O governo americano proveu liquidez e as dívidas foram estatizadas, mas não desapareceram, o que dificulta a normalização, aponta Resende. O questionamento feito por muitos é que há concessão de renda para certos setores nessas intervenções. Foram protegidos aqueles que detêm depósitos nas instituições financeiras. Como no Proer, a ajuda brasileira aos bancos, pode-se dizer que era inevitável agir assim, contudo, deve-se apontar quem ganhou ou deixou de perder e quem efetivamente perdeu. A ameaça de crise sistêmica não é usada para viabilizar politicamente medidas que favorecem setores específicos?

Resende diz que a base da atual macroeconomia tem origem em Keynes, mas a "profunda revisão" de suas ideias certamente o faria abrir mão dessa paternidade. Keynes responderia, como fez em "The collected writings of JMK", que "o remédio correto para os ciclos econômicos não consiste em evitar os booms e assim nos manter em uma semidepressão, mas em abolir as depressões e nos manter desse modo permanentemente em quase-boom". Não seria o Brasil em um quase-boom mais adequado à realidade? Talvez até mais contagiante para as expectativas?

Os países emergentes adotaram uma postura mercantilista exportadora para conquistar credibilidade, admite Resende. Mas, a busca perene de credibilidade e confiança não é fruto de uma abertura financeira indevida e inútil? Bastaria fechar o país aos fluxos especulativos para recuperar o poder de fazer política monetária. A riqueza financeira não se preocupa com a produção e flui pelos países periféricos que se converteram em plataformas de sua valorização, afirmam diversos economistas.
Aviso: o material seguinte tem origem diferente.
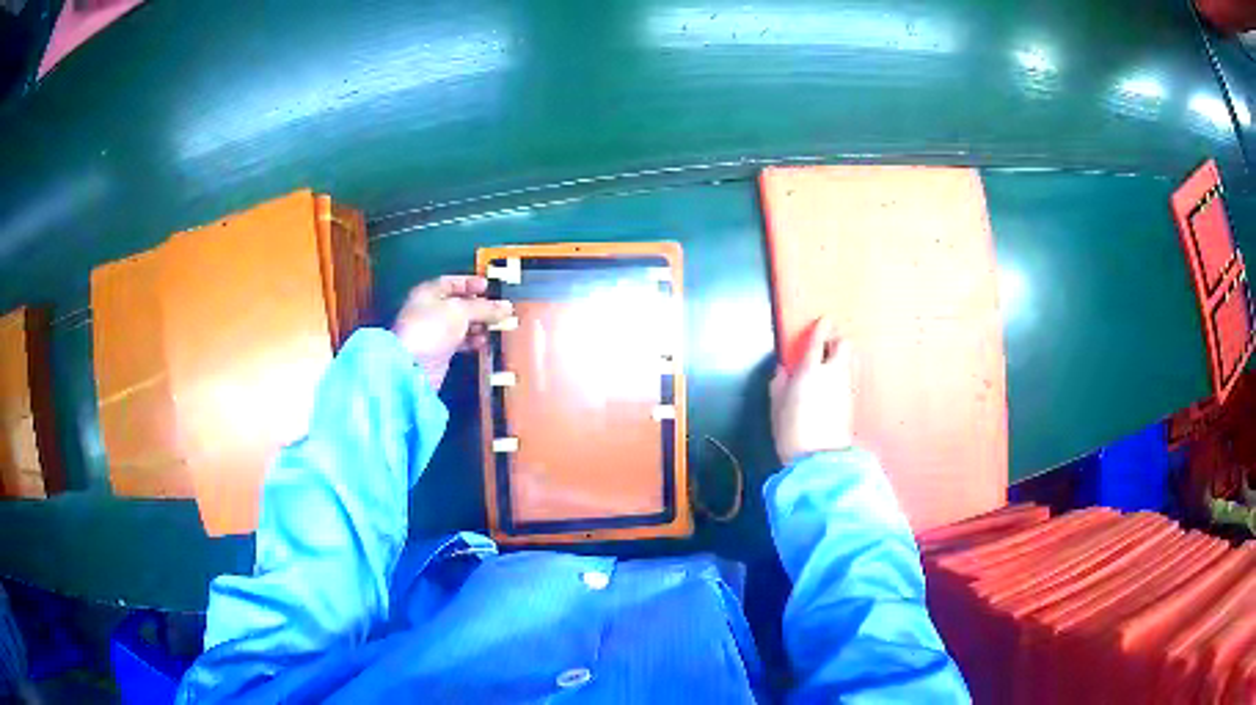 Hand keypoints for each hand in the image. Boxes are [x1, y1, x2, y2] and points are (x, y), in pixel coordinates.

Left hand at [393, 275, 512, 390]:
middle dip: (478, 306)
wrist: (413, 366)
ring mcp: (434, 332)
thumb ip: (484, 308)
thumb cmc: (432, 328)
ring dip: (478, 324)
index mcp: (428, 292)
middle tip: (498, 309)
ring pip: (460, 323)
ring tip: (495, 326)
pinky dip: (472, 341)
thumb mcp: (460, 311)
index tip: (488, 287)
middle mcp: (429, 310)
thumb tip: (507, 307)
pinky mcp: (439, 352)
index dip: (470, 283)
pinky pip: (459, 341)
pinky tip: (484, 342)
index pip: (451, 282)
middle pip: (458, 303)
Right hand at [770, 317, 854, 464]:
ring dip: (842, 357)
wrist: (818, 458)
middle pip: (844, 345)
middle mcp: (833, 372)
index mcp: (811, 369)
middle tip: (827, 345)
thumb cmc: (791, 430)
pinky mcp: (853, 401)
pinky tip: (835, 383)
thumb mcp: (776, 405)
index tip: (824, 320)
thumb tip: (784, 370)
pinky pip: (850, 377)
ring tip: (831, 363)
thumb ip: (780, 383)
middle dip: (837, 341)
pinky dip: (844, 373)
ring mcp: (847, 387)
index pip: (819, 340)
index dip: (822, 327)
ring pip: (850, 360)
Qual é o pecado de, por exemplo, não querer dinheiro externo de curto prazo? Não é um contrassenso pagar altos juros para recursos especulativos? Ademais, sempre se perdoa o excessivo conservadorismo do Banco Central, mas combater ferrenhamente a inflação não ajuda mais quem tem dinheiro e prejudica mais quem depende da economia aquecida para conseguir emprego?

Resende teme que da crise resulte um redesenho repressor das atividades do mercado financeiro. O que seria, então, melhor: correr o risco de uma economia sobre-regulada ou de uma economia sub-regulada que pode gerar crises avassaladoras como a atual? Se o que se quer é proteger as instituições financeiras, o temor é pelo cerceamento de suas atividades. Se o que se quer é crescer com melhor distribuição de renda a resposta pode ser outra.

Resende advoga um novo marco institucional global e finaliza: "a globalização da economia e da cultura, fruto do progresso tecnológico, não parece ser um processo reversível sem um retrocesso do progresso da humanidade". Mesmo deixando de lado por um instante os danos ao planeta, cabe perguntar se esse progresso da humanidade que assistimos até essa crise é aquele que realmente queremos? Seria anacrônico o quadro político e institucional mundial ou o ideário econômico hegemônico? Ou os dois?

César Locatelli é economista e conselheiro fiscal. Foi diretor do antigo BankBoston e executivo do mercado financeiro por duas décadas.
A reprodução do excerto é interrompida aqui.